__WHAT IS REQUIRED__: Exact copies of all the records are the expected output.

....

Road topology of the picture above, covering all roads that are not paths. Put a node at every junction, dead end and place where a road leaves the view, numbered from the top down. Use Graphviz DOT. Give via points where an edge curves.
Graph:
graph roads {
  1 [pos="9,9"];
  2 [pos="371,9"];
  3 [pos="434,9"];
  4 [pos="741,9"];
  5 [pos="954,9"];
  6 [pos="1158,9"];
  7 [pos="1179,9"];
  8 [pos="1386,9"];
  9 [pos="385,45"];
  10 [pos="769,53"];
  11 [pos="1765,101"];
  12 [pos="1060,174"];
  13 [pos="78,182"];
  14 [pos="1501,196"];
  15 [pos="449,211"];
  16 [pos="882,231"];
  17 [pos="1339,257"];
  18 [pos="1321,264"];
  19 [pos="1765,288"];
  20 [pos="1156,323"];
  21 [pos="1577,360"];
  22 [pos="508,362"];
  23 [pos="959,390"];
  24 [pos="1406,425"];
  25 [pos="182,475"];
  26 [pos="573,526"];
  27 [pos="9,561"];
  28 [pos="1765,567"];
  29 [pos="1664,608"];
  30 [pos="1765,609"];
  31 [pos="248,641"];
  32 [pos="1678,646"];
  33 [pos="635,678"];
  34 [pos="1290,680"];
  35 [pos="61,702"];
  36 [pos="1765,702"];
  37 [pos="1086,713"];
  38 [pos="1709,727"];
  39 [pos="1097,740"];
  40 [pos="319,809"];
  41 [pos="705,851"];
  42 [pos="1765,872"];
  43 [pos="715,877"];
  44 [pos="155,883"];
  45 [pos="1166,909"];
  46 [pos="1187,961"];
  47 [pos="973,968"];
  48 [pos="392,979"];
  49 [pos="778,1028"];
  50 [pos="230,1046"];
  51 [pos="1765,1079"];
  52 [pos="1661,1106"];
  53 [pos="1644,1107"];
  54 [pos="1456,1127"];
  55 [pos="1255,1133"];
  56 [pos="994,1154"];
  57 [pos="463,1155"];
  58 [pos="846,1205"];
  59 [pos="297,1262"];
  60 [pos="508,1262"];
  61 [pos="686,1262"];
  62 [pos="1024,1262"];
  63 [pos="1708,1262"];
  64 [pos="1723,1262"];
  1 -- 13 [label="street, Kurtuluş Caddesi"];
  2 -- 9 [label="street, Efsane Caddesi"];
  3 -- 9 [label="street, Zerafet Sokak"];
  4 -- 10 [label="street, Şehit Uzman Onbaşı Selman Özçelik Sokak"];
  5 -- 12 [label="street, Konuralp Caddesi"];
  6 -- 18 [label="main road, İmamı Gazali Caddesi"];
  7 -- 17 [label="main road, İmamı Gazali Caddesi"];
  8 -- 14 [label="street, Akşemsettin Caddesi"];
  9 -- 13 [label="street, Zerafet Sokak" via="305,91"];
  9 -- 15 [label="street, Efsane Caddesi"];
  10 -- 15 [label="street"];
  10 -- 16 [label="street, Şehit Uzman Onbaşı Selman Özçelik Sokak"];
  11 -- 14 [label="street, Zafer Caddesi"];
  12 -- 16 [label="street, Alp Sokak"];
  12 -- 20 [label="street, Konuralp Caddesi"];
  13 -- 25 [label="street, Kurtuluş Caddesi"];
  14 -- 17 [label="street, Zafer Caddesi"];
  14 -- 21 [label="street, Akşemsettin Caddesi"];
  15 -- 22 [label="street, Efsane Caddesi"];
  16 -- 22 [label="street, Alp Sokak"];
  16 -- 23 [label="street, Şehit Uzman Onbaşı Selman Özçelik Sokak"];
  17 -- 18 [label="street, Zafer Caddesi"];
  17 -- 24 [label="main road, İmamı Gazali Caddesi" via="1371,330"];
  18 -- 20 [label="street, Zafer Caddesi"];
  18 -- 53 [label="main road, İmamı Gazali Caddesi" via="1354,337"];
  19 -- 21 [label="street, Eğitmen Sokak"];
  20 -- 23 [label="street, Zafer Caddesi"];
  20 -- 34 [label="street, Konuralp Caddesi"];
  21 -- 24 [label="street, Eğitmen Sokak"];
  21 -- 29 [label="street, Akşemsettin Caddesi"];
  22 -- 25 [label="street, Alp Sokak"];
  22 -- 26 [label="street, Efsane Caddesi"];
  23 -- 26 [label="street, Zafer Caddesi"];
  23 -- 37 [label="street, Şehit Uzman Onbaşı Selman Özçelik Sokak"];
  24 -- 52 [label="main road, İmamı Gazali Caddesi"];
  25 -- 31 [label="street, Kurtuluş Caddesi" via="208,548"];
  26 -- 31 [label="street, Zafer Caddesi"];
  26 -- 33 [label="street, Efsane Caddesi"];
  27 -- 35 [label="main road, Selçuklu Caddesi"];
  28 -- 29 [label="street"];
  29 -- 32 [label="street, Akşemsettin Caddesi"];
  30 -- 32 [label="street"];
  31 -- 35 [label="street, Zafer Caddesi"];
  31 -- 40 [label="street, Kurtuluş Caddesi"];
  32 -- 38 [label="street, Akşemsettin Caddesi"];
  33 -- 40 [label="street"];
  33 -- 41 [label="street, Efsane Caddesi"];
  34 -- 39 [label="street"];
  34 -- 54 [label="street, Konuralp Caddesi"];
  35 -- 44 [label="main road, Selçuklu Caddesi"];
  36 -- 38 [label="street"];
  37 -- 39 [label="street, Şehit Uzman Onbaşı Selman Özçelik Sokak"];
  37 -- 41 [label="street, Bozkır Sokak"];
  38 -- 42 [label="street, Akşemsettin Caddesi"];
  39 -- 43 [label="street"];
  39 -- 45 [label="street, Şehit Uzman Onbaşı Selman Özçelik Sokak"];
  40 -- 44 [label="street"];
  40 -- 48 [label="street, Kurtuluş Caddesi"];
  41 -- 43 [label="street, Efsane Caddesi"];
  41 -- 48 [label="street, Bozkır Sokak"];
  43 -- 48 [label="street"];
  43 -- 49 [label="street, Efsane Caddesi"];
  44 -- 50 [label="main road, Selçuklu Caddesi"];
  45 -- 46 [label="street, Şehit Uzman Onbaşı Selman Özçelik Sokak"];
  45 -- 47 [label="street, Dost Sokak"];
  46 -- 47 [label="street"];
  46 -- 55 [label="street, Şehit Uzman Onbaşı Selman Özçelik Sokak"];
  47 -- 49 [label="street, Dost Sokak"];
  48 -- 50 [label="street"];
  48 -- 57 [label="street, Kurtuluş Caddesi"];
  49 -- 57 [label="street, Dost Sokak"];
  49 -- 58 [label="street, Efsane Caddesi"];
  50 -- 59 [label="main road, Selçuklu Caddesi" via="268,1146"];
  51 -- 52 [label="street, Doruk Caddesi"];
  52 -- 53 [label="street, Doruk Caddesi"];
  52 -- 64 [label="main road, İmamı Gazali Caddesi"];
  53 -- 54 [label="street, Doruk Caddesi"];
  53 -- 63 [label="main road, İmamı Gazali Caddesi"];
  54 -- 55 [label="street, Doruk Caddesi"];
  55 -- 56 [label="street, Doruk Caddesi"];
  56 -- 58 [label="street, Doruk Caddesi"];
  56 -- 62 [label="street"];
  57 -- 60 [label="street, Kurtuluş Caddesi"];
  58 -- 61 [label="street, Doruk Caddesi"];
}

....

__RESULT OF THIS TASK__:
Road topology of the picture above, covering all roads that are not paths. Put a node at every junction, dead end and place where a road leaves the view, numbered from the top down. Use Graphviz DOT. Give via points where an edge curves.
Graph:
graph roads {
  1 [pos="9,9"];
  2 [pos="371,9"];
  3 [pos="434,9"];
  4 [pos="741,9"];
  5 [pos="954,9"];
  6 [pos="1158,9"];
  7 [pos="1179,9"];
  8 [pos="1386,9"];
  9 [pos="385,45"];
  10 [pos="769,53"];
  11 [pos="1765,101"];
  12 [pos="1060,174"];
  13 [pos="78,182"];
  14 [pos="1501,196"];
  15 [pos="449,211"];
  16 [pos="882,231"];
  17 [pos="1339,257"];
  18 [pos="1321,264"];
  19 [pos="1765,288"];
  20 [pos="1156,323"];
  21 [pos="1577,360"];
  22 [pos="508,362"];
  23 [pos="959,390"];
  24 [pos="1406,425"];
  25 [pos="182,475"];
  26 [pos="573,526"];
  27 [pos="9,561"];
  28 [pos="1765,567"];
  29 [pos="1664,608"];
  30 [pos="1765,609"];
  31 [pos="248,641"];
  32 [pos="1678,646"];
  33 [pos="635,678"];
  34 [pos="1290,680"];
  35 [pos="61,702"];
  36 [pos="1765,702"];
  37 [pos="1086,713"];
  38 [pos="1709,727"];
  39 [pos="1097,740"];
  40 [pos="319,809"];
  41 [pos="705,851"];
  42 [pos="1765,872"];
  43 [pos="715,877"];
  44 [pos="155,883"];
  45 [pos="1166,909"];
  46 [pos="1187,961"];
  47 [pos="973,968"];
  48 [pos="392,979"];
  49 [pos="778,1028"];
  50 [pos="230,1046"];
  51 [pos="1765,1079"];
  52 [pos="1661,1106"];
  53 [pos="1644,1107"];
  54 [pos="1456,1127"];
  55 [pos="1255,1133"];
  56 [pos="994,1154"];
  57 [pos="463,1155"];
  58 [pos="846,1205"];
  59 [pos="297,1262"];
  60 [pos="508,1262"];
  61 [pos="686,1262"];
  62 [pos="1024,1262"];
  63 [pos="1708,1262"];
  64 [pos="1723,1262"];
  1 -- 13 [label="street, Kurtuluş Caddesi"];
  2 -- 9 [label="street, Efsane Caddesi"];
  3 -- 9 [label="street, Zerafet Sokak"];
  4 -- 10 [label="street, Şehit Uzman Onbaşı Selman Özçelik Sokak"];
  5 -- 12 [label="street, Konuralp Caddesi"];
  6 -- 18 [label="main road, İmamı Gazali Caddesi"];
  7 -- 17 [label="main road, İmamı Gazali Caddesi"];
  8 -- 14 [label="street, Akşemsettin Caddesi"];
  9 -- 13 [label="street, Zerafet Sokak" via="305,91"];
  9 -- 15 [label="street, Efsane Caddesi"];
  10 -- 15 [label="street"];
  10 -- 16 [label="street, Şehit Uzman Onbaşı Selman Özçelik Sokak"];
  11 -- 14 [label="street, Zafer Caddesi"];
  12 -- 16 [label="street, Alp Sokak"];
  12 -- 20 [label="street, Konuralp Caddesi"];
  13 -- 25 [label="street, Kurtuluş Caddesi"];
  14 -- 17 [label="street, Zafer Caddesi"];
  14 -- 21 [label="street, Akşemsettin Caddesi"];
  15 -- 22 [label="street, Efsane Caddesi"];
  16 -- 22 [label="street, Alp Sokak"];
  16 -- 23 [label="street, Şehit Uzman Onbaşı Selman Özçelik Sokak"];
  17 -- 18 [label="street, Zafer Caddesi"];
  17 -- 24 [label="main road, İmamı Gazali Caddesi" via="1371,330"];
  18 -- 20 [label="street, Zafer Caddesi"];
  18 -- 53 [label="main road, İmamı Gazali Caddesi" via="1354,337"];
  19 -- 21 [label="street, Eğitmen Sokak"];
  20 -- 23 [label="street, Zafer Caddesi"];
  20 -- 34 [label="street, Konuralp Caddesi"];
  21 -- 24 [label="street, Eğitmen Sokak"];
  21 -- 29 [label="street, Akşemsettin Caddesi"];
  22 -- 25 [label="street, Alp Sokak"];
  22 -- 26 [label="street, Efsane Caddesi"];
  23 -- 26 [label="street, Zafer Caddesi"];
  23 -- 37 [label="street, Şehit Uzman Onbaşı Selman Özçelik Sokak"];
  24 -- 52 [label="main road, İmamı Gazali Caddesi"];
  25 -- 31 [label="street, Kurtuluş Caddesi" via="208,548"];
  26 -- 31 [label="street, Zafer Caddesi"];
  26 -- 33 [label="street, Efsane Caddesi"];
  27 -- 35 [label="main road, Selçuklu Caddesi"];
  28 -- 29 [label="street"];
  29 -- 32 [label="street, Akşemsettin Caddesi"];
  30 -- 32 [label="street"];
  31 -- 35 [label="street, Zafer Caddesi"];
  31 -- 40 [label="street, Kurtuluş Caddesi"];
  32 -- 38 [label="street, Akşemsettin Caddesi"];
  33 -- 40 [label="street"];
  33 -- 41 [label="street, Efsane Caddesi"];
  34 -- 39 [label="street"];
  34 -- 54 [label="street, Konuralp Caddesi"];
  35 -- 44 [label="main road, Selçuklu Caddesi"];
  36 -- 38 [label="street"];
  37 -- 39 [label="street, Şehit Uzman Onbaşı Selman Özçelik Sokak"];
  37 -- 41 [label="street, Bozkır Sokak"];
  38 -- 42 [label="street, Akşemsettin Caddesi"];
  39 -- 43 [label="street"];
  39 -- 45 [label="street, Şehit Uzman Onbaşı Selman Özçelik Sokak"];
  40 -- 44 [label="street"];
  40 -- 48 [label="street, Kurtuluş Caddesi"];
  41 -- 43 [label="street, Efsane Caddesi"];
  41 -- 48 [label="street, Bozkır Sokak"];
  43 -- 48 [label="street"];
  43 -- 49 [label="street, Efsane Caddesi"];
  44 -- 50 [label="main road, Selçuklu Caddesi"];
  45 -- 46 [label="street, Şehit Uzman Onbaşı Selman Özçelik Sokak"];
  45 -- 47 [label="street, Dost Sokak"];
  46 -- 47 [label="street"];
  46 -- 55 [label="street, Şehit Uzman Onbaşı Selman Özçelik Sokak"];
  47 -- 49 [label="street, Dost Sokak"];
  48 -- 50 [label="street"];
  48 -- 57 [label="street, Kurtuluş Caddesi"];
  49 -- 57 [label="street, Dost Sokak"];
  49 -- 58 [label="street, Efsane Caddesi"];
  50 -- 59 [label="main road, Selçuklu Caddesi" via="268,1146"];
  51 -- 52 [label="street, Doruk Caddesi"];
  52 -- 53 [label="street, Doruk Caddesi"];
  52 -- 64 [label="main road, İmamı Gazali Caddesi"];
  53 -- 54 [label="street, Doruk Caddesi"];
  53 -- 63 [label="main road, İmamı Gazali Caddesi"];
  54 -- 55 [label="street, Doruk Caddesi"];
  55 -- 56 [label="street, Doruk Caddesi"];
  56 -- 58 [label="street, Doruk Caddesi"];
  56 -- 62 [label="street"];
  57 -- 60 [label="street, Kurtuluş Caddesi"];
  58 -- 61 [label="street, Doruk Caddesi"];
}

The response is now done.